The pursuit of truth, the enjoyment of good, and the actual business of life, require distinct portions of time. While the soul is intensely employed in comparing its ideas, the movements of the heart languish, or are suspended. It is very difficult, in the present state, to be ardent and speculative, for the understanding and the heart to be both intensely engaged; but this is owing to the limitation of our capacity. It is incident to a state of imperfection, which we may easily suppose will be done away.

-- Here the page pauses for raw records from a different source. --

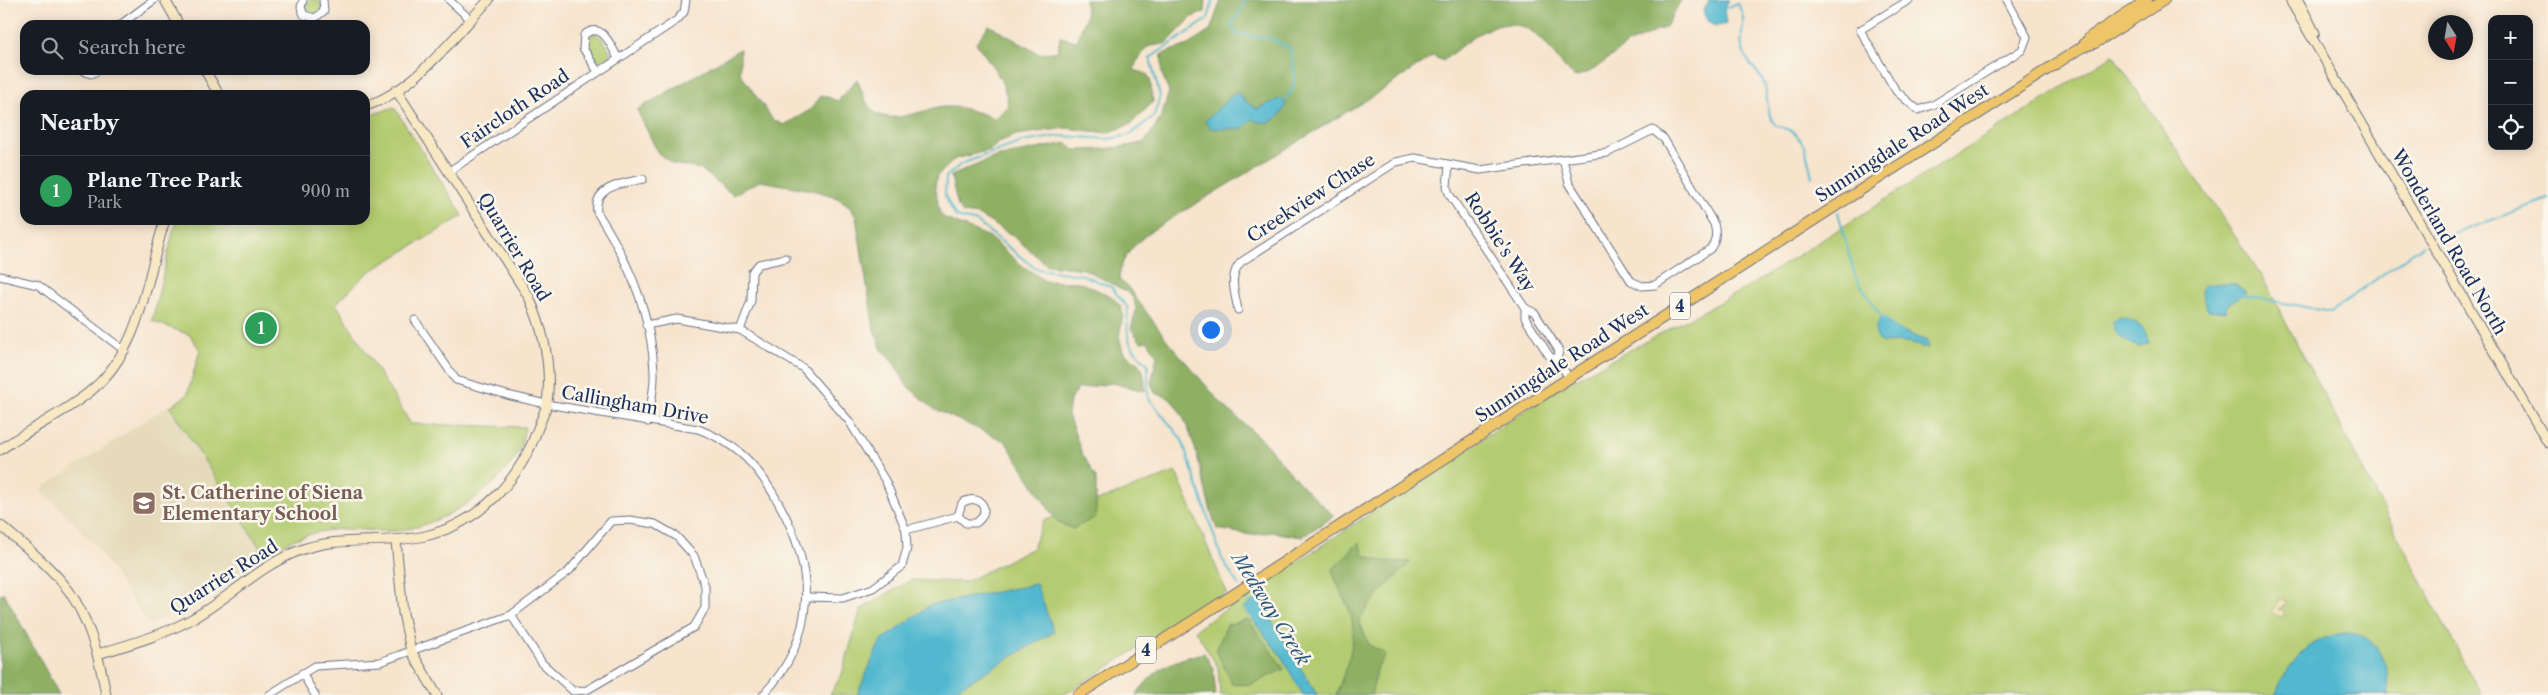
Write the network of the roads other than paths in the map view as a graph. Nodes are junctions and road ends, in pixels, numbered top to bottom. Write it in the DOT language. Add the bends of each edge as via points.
graph roads {
  1 [pos="154,0"];
  2 [pos="165,0"];
  3 [pos="303,0"];
  4 [pos="323,0"];
  5 [pos="449,0"];
  6 [pos="489,0"];
  7 [pos="686,0"];
  8 [pos="1909,0"];
  9 [pos="2007,0"];
  10 [pos="2147,0"];
  11 [pos="2164,0"];
  12 [pos="2290,0"];
  13 [pos="2298,0"];
  14 [pos="2133,4"];
  15 [pos="470,19"];
  16 [pos="127,20"];
  17 [pos="176,20"];
  18 [pos="2082,46"];
  19 [pos="2324,55"];
  20 [pos="618,58"];
  21 [pos="598,72"];
  22 [pos="208,75"];
  23 [pos="217,90"];
  24 [pos="396,90"];
  25 [pos="370,103"];
  26 [pos="1563,159"];
  27 [pos="1449,164"];
  28 [pos="448,172"];
  29 [pos="643,179"];
  30 [pos="164,225"];
  31 [pos="786,258"];
  32 [pos="0,276"];
  33 [pos="1525,308"];
  34 [pos="1238,310"];
  35 [pos="415,320"];
  36 [pos="646,325"];
  37 [pos="740,330"];
  38 [pos="124,351"];
  39 [pos="1557,359"];
  40 [pos="1569,378"];
  41 [pos="546,404"];
  42 [pos="648,422"];
  43 [pos="2548,444"];
  44 [pos="0,450"];
  45 [pos="958,516"];
  46 [pos="0,525"];
  47 [pos="906,530"];
  48 [pos="396,541"];
  49 [pos="807,597"];
  50 [pos="511,615"];
  51 [pos="411,651"];
  52 [pos="98,654"];
  53 [pos="302,673"];
  54 [pos="106,695"];
  55 [pos="269,695"];
  56 [pos="315,695"];
  57 [pos="437,695"];
  58 [pos="763,695"];
  59 [pos="1078,695"];
  1 -- 16 [label="street"];
  2 -- 17 [label="street"];
  3 -- 4 [label="street" via="302,11 311,18 322,14"];
  5 -- 15 [label="street"];
  6 -- 15 [label="street"];
  7 -- 20 [label="street, Faircloth Road" via="684,12 677,20"];
  8 -- 9 [label="street" via="1860,30 1896,91 1918,110 1933,105 2022,50 2027,37"];
  10 -- 14 [label="main road, 4"];
  11 -- 18 [label="main road, Sunningdale Road West / 4" via="2096,43"];
  12 -- 19 [label="street, Wonderland Road North"];
  13 -- 19 [label="street, Wonderland Road North"];
  14 -- 18 [label="main road, Sunningdale Road West / 4"];
  15 -- 24 [label="street" via="418,75"];
  18 -- 40 [label="main road, Sunningdale Road West / 4"];
  19 -- 43 [label="street, Wonderland Road North"];
  20 -- 21 [label="street, Faircloth Road"];
  20 -- 21 [label="street" via="603,33 590,30 584,35 583,48"];
  21 -- 28 [label="street, Faircloth Road"];
  22 -- 23 [label="street"];
  24 -- 25 [label="street"];
  24 -- 28 [label="street, Quarrier Road"];
  26 -- 26 [label="street, Creekview Chase" via="1607,153 1653,130 1664,139 1714,224 1714,244 1655,285 1631,281 1569,183"];
  26 -- 27 [label="street, Creekview Chase" via="1480,170"];
  27 -- 33 [label="street, Robbie's Way" via="1449,194"];
  27 -- 34 [label="street, Creekview Chase" via="1414,158 1396,162 1241,262 1232,278"];
  28 -- 41 [label="street, Quarrier Road" via="528,297 541,323 546,350"];
  29 -- 36 [label="street" via="603,191 595,204 635,281"];
  30 -- 38 [label="street" via="137,322"];
  31 -- 37 [label="street" via="760,264 752,272 751,300"];
  32 -- 38 [label="street" via="38,285"];
  33 -- 39 [label="street, Robbie's Way" via="1525,318 1530,326 1550,357"];
  33 -- 39 [label="street, Robbie's Way" via="1535,313 1559,351"];
  35 -- 41 [label="street, Callingham Drive" via="456,380"];
  36 -- 37 [label="street" via="677,320"];
  36 -- 42 [label="street" via="654,373"];
  37 -- 47 [label="street" via="803,368 849,421 886,482"];
  38 -- 44 [label="street" via="111,372 92,390"];
  39 -- 40 [label="street, Robbie's Way"];
  40 -- 59 [label="main road, Sunningdale Road West / 4"];
  41 -- 42 [label="street, Callingham Drive"];
  41 -- 48 [label="street, Quarrier Road" via="526,459 493,499 473,515 439,532"];
  42 -- 49 [label="street, Callingham Drive" via="698,429 720,437 746,457 772,492 797,538"];
  45 -- 47 [label="street"];
  46 -- 52 [label="street" via="69,591"];
  47 -- 49 [label="street" via="907,548 902,566 873,588 843,598"];
  48 -- 51 [label="street" via="403,613"];
  48 -- 52 [label="street, Quarrier Road" via="320,544 300,550 282,558 190,620 150,638"];
  49 -- 58 [label="street, Callingham Drive" via="802,627 793,652"];
  50 -- 50 [label="street" via="569,571 611,521 655,524 676,536 694,556 705,586 706,608 694,627 587,690 573,691 542,663"];
  50 -- 51 [label="street"];
  51 -- 53 [label="street" via="380,662 315,666"];
  51 -- 57 [label="street"];
  52 -- 54 [label="street"];
  53 -- 55 [label="street"];
  53 -- 56 [label="street"];
}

For a similar reason, the active pursuits of life are scarcely compatible with the attainment of knowledge. In our present gross, corporeal state, the effort necessary to keep up the animal machine in a state of intense exertion exhausts the vigour of the mind, and leaves little room for the powerful exercise of the reason. In eternity, we may readily
conceive it will be otherwise: this inert and sluggish body will be replaced by a spiritual body; motion will be performed without fatigue; the body will be a fit instrument for executing the purposes of the soul.
At present, the occupations in which we are engaged have no immediate relation to the Deity; they are capable of being sanctified only by a general intention of pleasing God, while it is impossible to advert incessantly to his presence, or to make him the immediate object of our thought. In eternity, the capacity will be so enlarged and extended, that the idea of God will be incessantly impressed, the beams of his glory will perpetually penetrate the heart, and the fire of love will never cease to burn upon the altar.
I. How impossible for undevout persons to be fitted for heaven; how impossible for them to relish its employments or enjoyments.
II. How anxious should we be to improve the seasons of devotion and the means of grace, as a preparation for heaven.
III. What a well-founded hope of heaven may they indulge, who feel a supreme delight in the exercises of religion. Such are evidently ripening for an invisible and eternal state.
IV. Hence we perceive the exact correspondence of the employment of the heavenly world to the taste and disposition of real christians.*
* Preached at Leicester, Sunday morning, August 13, 1815.